It’s tax day in America. Some of us ducked out of work to dash to the post office, while organized types had their checks written months ago, and still others filed for extensions. (Your chances of being audited by the IRS, by the way, are the lowest in years, AP reports.)
But what should Americans be paying each year, and where does that money go?
Fifty-two percent of Americans think their taxes are too high, according to Monday’s Gallup Poll. But how high is too high?
Two years ago, when many Republicans’ pledge not to raise taxes animated budget talks and the 2012 elections, Paul Solman spoke with the man as responsible as anyone for bringing the tax rate on top earners down from the 70 percent it was in 1980 to the 35 percent it was in 2012. Arthur Laffer was President Ronald Reagan’s economist and is father of the eponymous curve showing the relationship between taxes and revenue. He first doodled his curve on a napkin for Dick Cheney and Donald Rumsfeld in the Ford administration back in 1974, and he did so again for us.
The central question for Laffer is, at what point will tax rates reduce government revenue? The answer: well below the point of maximum short-term government revenues. As he explained, “At 100 percent tax rate, if you make nothing for doing the activity, you won’t do it, and there will be no revenue.”
A lower tax rate on top earners, Laffer maintains, will have positive economic effects because the rich will work harder, invest more and create more jobs — generating more revenue for government over the long term.
But tax journalist David Cay Johnston, himself a member of the one percent, disputes the idea that higher tax rates are a disincentive for top earners to work harder. In fact, he says, they may work even harder to boost their take-home pay after taxes.
Either higher taxes disincentivize work or they make people work harder to maintain their post-tax income, says Duke psychologist and behavioral economist Dan Ariely. But in reviewing with us his most surprising research from 2013, he explains that people just don’t care much about taxes. In a lab-simulated working environment, Ariely changed workers’ tax rates — some paid none, some paid 25 percent and some 50 percent. Curiously, there was no difference in performance among those three levels.
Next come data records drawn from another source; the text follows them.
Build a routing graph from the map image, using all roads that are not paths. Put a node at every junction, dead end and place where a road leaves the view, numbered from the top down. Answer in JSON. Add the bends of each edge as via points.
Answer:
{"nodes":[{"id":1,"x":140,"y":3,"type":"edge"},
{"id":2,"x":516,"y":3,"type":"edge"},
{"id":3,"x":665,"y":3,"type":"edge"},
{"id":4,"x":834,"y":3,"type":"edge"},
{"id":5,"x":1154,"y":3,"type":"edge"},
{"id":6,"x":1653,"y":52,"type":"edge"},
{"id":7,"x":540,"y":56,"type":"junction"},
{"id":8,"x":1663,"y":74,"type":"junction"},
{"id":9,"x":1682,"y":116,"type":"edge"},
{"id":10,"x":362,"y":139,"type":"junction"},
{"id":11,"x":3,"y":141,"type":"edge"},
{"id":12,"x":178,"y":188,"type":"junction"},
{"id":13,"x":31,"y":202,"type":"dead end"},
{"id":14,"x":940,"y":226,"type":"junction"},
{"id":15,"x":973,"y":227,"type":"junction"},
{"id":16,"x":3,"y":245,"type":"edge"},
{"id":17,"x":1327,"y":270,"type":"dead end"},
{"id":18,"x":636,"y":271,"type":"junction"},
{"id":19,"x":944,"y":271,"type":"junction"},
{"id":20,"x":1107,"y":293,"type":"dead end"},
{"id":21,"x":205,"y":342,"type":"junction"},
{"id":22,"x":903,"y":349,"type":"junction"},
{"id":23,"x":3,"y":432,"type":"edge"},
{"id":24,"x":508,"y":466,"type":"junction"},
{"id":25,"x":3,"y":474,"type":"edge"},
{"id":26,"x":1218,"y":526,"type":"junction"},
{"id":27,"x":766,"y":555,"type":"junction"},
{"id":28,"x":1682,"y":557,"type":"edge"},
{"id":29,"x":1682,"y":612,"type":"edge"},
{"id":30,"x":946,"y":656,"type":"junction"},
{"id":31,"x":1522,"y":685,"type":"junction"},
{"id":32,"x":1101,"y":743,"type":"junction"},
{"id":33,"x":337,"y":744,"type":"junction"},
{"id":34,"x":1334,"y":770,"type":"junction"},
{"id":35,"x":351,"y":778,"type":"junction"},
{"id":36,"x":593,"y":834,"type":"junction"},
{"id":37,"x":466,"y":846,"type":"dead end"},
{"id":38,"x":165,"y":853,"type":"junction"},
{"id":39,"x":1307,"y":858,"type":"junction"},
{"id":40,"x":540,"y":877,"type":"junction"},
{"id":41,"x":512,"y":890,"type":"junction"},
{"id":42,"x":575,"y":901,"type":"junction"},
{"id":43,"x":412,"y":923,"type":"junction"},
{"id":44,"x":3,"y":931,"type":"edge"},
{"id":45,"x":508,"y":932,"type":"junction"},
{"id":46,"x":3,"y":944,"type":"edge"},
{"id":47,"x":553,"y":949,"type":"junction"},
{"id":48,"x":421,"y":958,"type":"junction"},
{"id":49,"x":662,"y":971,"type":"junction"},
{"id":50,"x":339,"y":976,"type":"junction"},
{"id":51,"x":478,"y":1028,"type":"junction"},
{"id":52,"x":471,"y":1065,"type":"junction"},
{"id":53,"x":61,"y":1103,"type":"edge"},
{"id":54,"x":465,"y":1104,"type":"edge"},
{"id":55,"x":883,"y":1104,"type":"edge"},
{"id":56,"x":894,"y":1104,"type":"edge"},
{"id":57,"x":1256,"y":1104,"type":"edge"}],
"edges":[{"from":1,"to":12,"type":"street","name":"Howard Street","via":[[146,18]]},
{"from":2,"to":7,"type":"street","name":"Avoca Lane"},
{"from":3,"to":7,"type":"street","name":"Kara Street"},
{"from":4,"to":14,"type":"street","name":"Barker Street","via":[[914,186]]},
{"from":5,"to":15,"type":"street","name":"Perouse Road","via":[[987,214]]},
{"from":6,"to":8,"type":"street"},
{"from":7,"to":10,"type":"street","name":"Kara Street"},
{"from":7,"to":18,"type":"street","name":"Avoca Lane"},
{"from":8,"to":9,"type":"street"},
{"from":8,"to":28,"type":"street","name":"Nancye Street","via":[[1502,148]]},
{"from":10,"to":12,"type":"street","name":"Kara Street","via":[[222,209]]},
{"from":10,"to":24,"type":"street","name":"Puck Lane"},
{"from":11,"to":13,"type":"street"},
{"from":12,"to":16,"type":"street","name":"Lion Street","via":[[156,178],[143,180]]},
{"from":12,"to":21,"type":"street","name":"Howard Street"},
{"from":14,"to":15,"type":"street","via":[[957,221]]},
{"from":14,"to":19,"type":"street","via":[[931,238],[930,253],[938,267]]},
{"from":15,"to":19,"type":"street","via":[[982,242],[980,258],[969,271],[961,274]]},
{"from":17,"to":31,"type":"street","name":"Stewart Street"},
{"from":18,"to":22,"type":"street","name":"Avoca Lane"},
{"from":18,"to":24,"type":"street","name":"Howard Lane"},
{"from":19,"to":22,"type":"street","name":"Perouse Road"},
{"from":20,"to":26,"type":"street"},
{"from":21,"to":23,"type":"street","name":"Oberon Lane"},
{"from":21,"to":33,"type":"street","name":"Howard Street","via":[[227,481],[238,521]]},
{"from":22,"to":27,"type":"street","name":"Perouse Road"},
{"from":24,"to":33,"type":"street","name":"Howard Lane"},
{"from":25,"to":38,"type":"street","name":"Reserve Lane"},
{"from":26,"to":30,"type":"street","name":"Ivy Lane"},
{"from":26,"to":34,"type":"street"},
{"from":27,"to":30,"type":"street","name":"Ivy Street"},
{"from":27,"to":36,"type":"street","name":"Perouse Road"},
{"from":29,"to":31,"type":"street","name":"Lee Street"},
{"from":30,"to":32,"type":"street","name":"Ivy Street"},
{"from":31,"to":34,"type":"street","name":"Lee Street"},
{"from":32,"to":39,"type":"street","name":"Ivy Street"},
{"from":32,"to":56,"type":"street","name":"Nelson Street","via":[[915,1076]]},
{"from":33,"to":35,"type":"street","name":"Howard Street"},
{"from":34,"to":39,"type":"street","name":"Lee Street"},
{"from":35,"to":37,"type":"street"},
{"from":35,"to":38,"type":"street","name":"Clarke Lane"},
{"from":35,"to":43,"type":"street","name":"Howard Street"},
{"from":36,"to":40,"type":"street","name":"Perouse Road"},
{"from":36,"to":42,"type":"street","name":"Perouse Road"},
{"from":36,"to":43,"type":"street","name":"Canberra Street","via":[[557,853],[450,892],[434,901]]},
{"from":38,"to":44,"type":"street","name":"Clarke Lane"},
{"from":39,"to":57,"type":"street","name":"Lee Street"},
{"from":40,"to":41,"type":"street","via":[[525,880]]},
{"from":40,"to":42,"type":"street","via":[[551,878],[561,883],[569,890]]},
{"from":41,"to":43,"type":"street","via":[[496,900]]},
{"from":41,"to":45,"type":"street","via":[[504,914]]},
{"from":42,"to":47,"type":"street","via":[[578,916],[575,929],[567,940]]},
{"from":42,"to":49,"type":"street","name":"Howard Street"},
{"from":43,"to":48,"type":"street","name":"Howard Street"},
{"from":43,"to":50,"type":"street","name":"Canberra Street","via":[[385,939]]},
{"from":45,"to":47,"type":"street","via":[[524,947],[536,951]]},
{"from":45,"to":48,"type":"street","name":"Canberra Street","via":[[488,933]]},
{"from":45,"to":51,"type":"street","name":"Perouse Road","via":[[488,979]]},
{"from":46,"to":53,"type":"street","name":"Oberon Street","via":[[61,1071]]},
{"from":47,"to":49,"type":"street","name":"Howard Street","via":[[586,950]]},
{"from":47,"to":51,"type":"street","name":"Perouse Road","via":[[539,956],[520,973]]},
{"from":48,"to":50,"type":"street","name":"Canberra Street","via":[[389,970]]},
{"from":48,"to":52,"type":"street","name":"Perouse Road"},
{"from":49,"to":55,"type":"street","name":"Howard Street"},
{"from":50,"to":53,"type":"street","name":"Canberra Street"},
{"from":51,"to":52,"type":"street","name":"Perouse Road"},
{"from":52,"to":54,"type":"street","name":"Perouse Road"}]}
Regardless of how taxes affect work, MIT economist and Nobel laureate Peter Diamond is concerned with how much lower income brackets are paying. Rates should be lowered on those workers, he thinks, because they need all the take-home pay they can get to contribute to the economy.
As long as they’re kept below the point at which they begin to discourage work, Diamond would like to see taxes raised on the wealthiest — say, to about 49 percent — to finance infrastructure, education and research and development, all key engines of economic growth. (See just where tax dollars go in this chart from the Center on Budget and Policy Priorities.)
Just as a slight majority of Americans think that their taxes are too high, a slight majority (54 percent) also think their taxes are fair. (Although this is trending downward from a high of 64 percent in 2003.)
Making the wealthy pay more is a hot topic in this year’s debate over income inequality, which has seeped from the ivory tower into the political mainstream. The tax system, Nobel economist Robert Shiller, wrote in The New York Times this weekend, “can be viewed as a colossal insurance system, guarding against extreme income inequality.”
Some inequality provides incentives, Thomas Piketty said at a Tax Policy Center forum Tuesday about his new book “Capital in the Twenty-First Century.” But, he explained, “we don’t need extreme inequality to grow.” Piketty would like to see a global tax on capital but admits that’s unlikely. (Making Sen$e will be interviewing Piketty later this week for a future segment, so stay tuned.)
Shiller, whom we interviewed after he won the Nobel, proposes a tax system that factors inequality into inflation indexing. When inequality goes up, so would the marginal tax rate for the top earners.
But as we explored with former IMF chief economist and MIT professor Simon Johnson, Americans have almost always preferred debt to taxes to fund the government. If you believe popular mythology, America was partially born, Johnson said at the site of Boston’s tea party, out of a tax revolt. Simply put, we’ve often preferred paying later to paying now.
That pay-it-later psychology is part of Shiller’s thinking about building inequality indexing into the tax code now. “It pays to ask people to decide on measures to uphold egalitarian ideals,” he writes, “when they don’t have to cough up the money immediately.”
As things stand now, few really want to pay for the services many people want government to keep, including the Social Security and Medicare spending for aging baby boomers that is increasing our debt load. “That mindset,” Johnson said, “is incredibly dangerous. That is what has broken many governments and many countries. It’s never been the American problem, but it is the American problem today.”
If nothing else, on this April 15, you can take comfort in Jon Shayne’s argument that by paying your taxes, you’re giving the U.S. dollar value.